The USDJPY continues to gain strength due to rumors that the BoJ would alter its policy position in July.
Speculations that the Bank of Japan (BOJ) may modify its ultra-loose policy settings soon continue to bolster the Japanese Yen (JPY). the Japanese Government Bond (JGB) yields have been rising this month. In fact, earlier this week, the benchmark 10-year JGB yield soared to its highest level since April. The US-Japan rate disparity is reduced as a result, which further encourages flows toward the JPY. This is in addition to the recent decline in US Treasury bond rates. In addition, the current US Dollar (USD) selling bias is seen to be another element pushing the USDJPY pair downward.
The continuous decline to a bottom about one month ago is a result of the current USD selling bias.
In fact, the USD Index (DXY). Which measures the value of the US dollar against a basket of six other currencies. Drops to a new two-month low as predictions grow. That the Federal Reserve (Fed) has little capacity to continue raising interest rates.
On Monday, a number of Fed insiders suggested. The US central Even if the bank’s current cycle of rate hikes was about to come to an end. It would probably continue to tighten its monetary policy in order to reduce inflation. The monthly poll from the New York Fed, which was issued. On Monday, confirmed the predictions when it revealed that consumer inflation expectations for the next 12 months fell to 3.8% in June, the lowest level since April 2021.

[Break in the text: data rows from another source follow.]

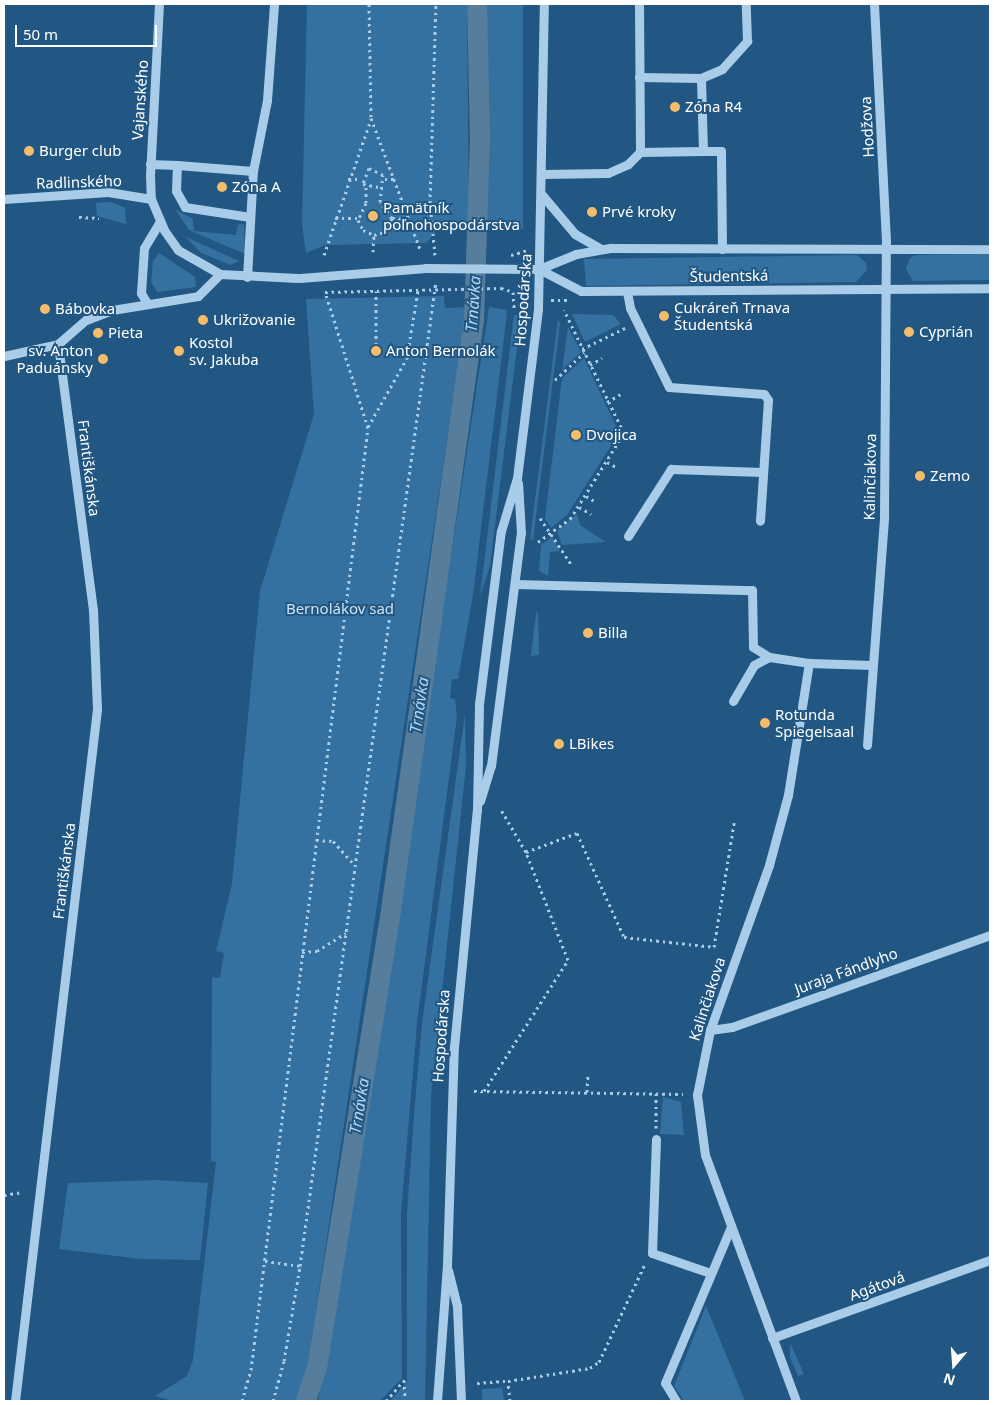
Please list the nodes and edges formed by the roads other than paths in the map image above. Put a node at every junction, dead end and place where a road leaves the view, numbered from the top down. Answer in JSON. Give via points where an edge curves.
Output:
{"nodes":[{"id":1,"x":159,"y":4,"type":"edge"},
{"id":2,"x":274,"y":4,"type":"edge"},
{"id":3,"x":544,"y":4,"type":"edge"},
{"id":4,"x":640,"y":4,"type":"edge"},
{"id":5,"x":746,"y":4,"type":"edge"},
{"id":6,"x":874,"y":4,"type":"edge"},
{"id":7,"x":640,"y":77,"type":"junction"},
{"id":8,"x":701,"y":78,"type":"junction"},
{"id":9,"x":703,"y":151,"type":"junction"},
{"id":10,"x":640,"y":152,"type":"junction"},
{"id":11,"x":150,"y":164,"type":"junction"},
{"id":12,"x":177,"y":166,"type":"junction"},
{"id":13,"x":253,"y":171,"type":"junction"},
{"id":14,"x":542,"y":174,"type":"junction"},
{"id":15,"x":542,"y":195,"type":"junction"},
{"id":16,"x":4,"y":199,"type":"edge"},
{"id":17,"x":151,"y":199,"type":"junction"},
{"id":18,"x":250,"y":217,"type":"junction"},
{"id":19,"x":160,"y":221,"type":"junction"},
{"id":20,"x":601,"y":249,"type":"junction"},
{"id":21,"x":722,"y":249,"type":"junction"},
{"id":22,"x":886,"y":249,"type":"junction"},
{"id":23,"x":990,"y":249,"type":"edge"},
{"id":24,"x":539,"y":269,"type":"junction"},
{"id":25,"x":220,"y":274,"type":"junction"},
{"id":26,"x":247,"y":277,"type":"junction"},
{"id":27,"x":990,"y":288,"type":"edge"},
{"id":28,"x":886,"y":289,"type":"junction"},
{"id":29,"x":627,"y":292,"type":"junction"},
{"id":30,"x":147,"y":303,"type":"junction"},
{"id":31,"x":58,"y":344,"type":"junction"},
{"id":32,"x":4,"y":356,"type":"edge"},
{"id":33,"x":763,"y":472,"type":"junction"},
{"id":34,"x":517,"y":478,"type":"junction"},
{"id":35,"x":760,"y":521,"type":"dead end"},
{"id":36,"x":628,"y":536,"type":"dead end"},
{"id":37,"x":515,"y":584,"type":"junction"},
{"id":38,"x":769,"y":656,"type":"junction"},
{"id":39,"x":809,"y":663,"type":"junction"},
{"id":40,"x":873,"y":666,"type":"junction"},
{"id":41,"x":733,"y":701,"type":"dead end"},
{"id":42,"x":867,"y":745,"type":"dead end"},
{"id":43,"x":477,"y":810,"type":"junction"},
{"id":44,"x":990,"y":935,"type":"edge"},
{"id":45,"x":710,"y":1030,"type":"junction"},
{"id":46,"x":656,"y":1139,"type":"road end"},
{"id":47,"x":731,"y":1228,"type":"junction"},
{"id":48,"x":990,"y":1260,"type":"edge"},
{"id":49,"x":447,"y":1265,"type":"junction"},
{"id":50,"x":710,"y":1273,"type":"junction"},
{"id":51,"x":772,"y":1338,"type":"junction"},
{"id":52,"x":14,"y":1401,"type":"edge"},
{"id":53,"x":437,"y":1401,"type":"edge"},
{"id":54,"x":461,"y":1401,"type":"edge"},
{"id":55,"x":676,"y":1401,"type":"edge"},
{"id":56,"x":796,"y":1401,"type":"edge"}],
"edges":[{"from":1,"to":11,"type":"street","name":"Vajanského"},
{"from":2,"to":13,"type":"street","via":[[267,100]]},
{"from":3,"to":14,"type":"street","name":"Hospodárska"},
{"from":4,"to":7,"type":"street"},
{"from":5,"to":8,"type":"street","via":[[747,41],[722,69]]},
{"from":6,"to":22,"type":"street","name":"Hodžova"},
{"from":7,"to":8,"type":"street"},
{"from":7,"to":10,"type":"street"},
{"from":8,"to":9,"type":"street"},
{"from":9,"to":10,"type":"street"},
{"from":9,"to":21,"type":"street","via":[[721,151]]},
{"from":10,"to":14,"type":"street","via":[[628,164],[608,173]]},
{"from":11,"to":12,"type":"street"},
{"from":11,"to":17,"type":"street","name":"Vajanského"},
{"from":12,"to":13,"type":"street"},
{"from":12,"to":18,"type":"street","via":[[176,191],[184,207]]},
{"from":13,"to":18,"type":"street"},
{"from":14,"to":15,"type":"street","name":"Hospodárska"},
{"from":15,"to":20,"type":"street","name":"Študentská","via":[[575,234]]},
{"from":15,"to":24,"type":"street","name":"Hospodárska"},
{"from":16,"to":17,"type":"street","name":"Radlinského","via":[[108,192]]},
{"from":17,"to":19,"type":"street"},
{"from":18,"to":26,"type":"street"},
{"from":19,"to":25,"type":"street","via":[[178,250]]},
{"from":19,"to":30,"type":"street","via":[[144,248],[141,293]]},
{"from":20,"to":21,"type":"street","name":"Študentská"},
{"from":20,"to":24,"type":"street","name":"Študentská"},
{"from":21,"to":22,"type":"street","name":"Študentská"},
{"from":22,"to":23,"type":"street","name":"Študentská"},
{"from":22,"to":28,"type":"street","name":"Hodžova"},
{"from":24,"to":26,"type":"street","via":[[455,267],[298,278]]},
{"from":24,"to":29,"type":"street","name":"Študentská","via":[[581,291]]},
{"from":24,"to":34,"type":"street","name":"Hospodárska"},
{"from":25,"to":26,"type":"street"},
{"from":25,"to":30,"type":"street","via":[[198,296]]},
{"from":27,"to":28,"type":"street","name":"Študentská"},
{"from":28,"to":29,"type":"street","name":"Študentská"},
{"from":28,"to":40,"type":"street","name":"Kalinčiakova","via":[[884,517]]},
{"from":29,"to":33,"type":"street","via":[[637,322],[669,386],[764,394],[768,400]]},
{"from":30,"to":31,"type":"street","via":[[86,320]]},
{"from":31,"to":32,"type":"street"},
{"from":31,"to":52,"type":"street","name":"Františkánska","via":[[93,610],[97,709]]},
{"from":33,"to":35,"type":"street"},
{"from":33,"to":36,"type":"street","via":[[671,469]]},
{"from":34,"to":37,"type":"street","name":"Hospodárska","via":[[521,534]]},
{"from":34,"to":43,"type":"street","name":"Hospodárska","via":[[501,531],[489,616],[478,722]]},
{"from":37,"to":38,"type":"street","via":[[752,590],[751,641]]},
{"from":37,"to":43,"type":"street","name":"Hospodárska","via":[[491,766]]},
{"from":38,"to":39,"type":"street"},
{"from":38,"to":41,"type":"street","via":[[754,665]]},
{"from":39,"to":40,"type":"street"},
{"from":39,"to":45,"type":"street","name":"Kalinčiakova","via":[[799,742],[769,865]]},
{"from":40,"to":42,"type":"street","name":"Kalinčiakova"},
{"from":43,"to":49,"type":"street","name":"Hospodárska","via":[[454,1047]]},
{"from":44,"to":45,"type":"street","name":"Juraja Fándlyho","via":[[732,1026]]},
{"from":45,"to":47,"type":"street","name":"Kalinčiakova","via":[[697,1095],[699,1123]]},
{"from":46,"to":50,"type":"street","via":[[652,1252]]},
{"from":47,"to":50,"type":"street"},
{"from":47,"to":51,"type":"street","name":"Kalinčiakova"},
{"from":48,"to":51,"type":"street","name":"Agátová"},
{"from":49,"to":53,"type":"street","name":"Hospodárska"},
{"from":49,"to":54,"type":"street","name":"Hospodárska","via":[[457,1306]]},
{"from":50,"to":55,"type":"street","via":[[665,1383]]},
{"from":51,"to":56,"type":"street","name":"Kalinčiakova"}]}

Meanwhile, the aforementioned fundamental background implies that the fall remains the direction of least resistance for the USDJPY pair. However, traders could hesitate from making aggressive trades and instead choose to remain passive until the latest US consumer inflation numbers are released, which is scheduled to happen later during the early North American session.
More probable than not, a further halt in price increase will lead to new USD selling, paving the way for the bank’s current cycle of rate hikes was about to come to an end, it would probably continue to tighten its monetary policy in order to reduce inflation. The New York Fed’s monthly poll, which was issued on Monday and revealed that consumer inflation expectations for the following year decreased to 3.8% in June, the lowest level ever, confirmed the bets. On the other hand, a positive surprise might trigger a quick short-covering rally around the dollar and the major.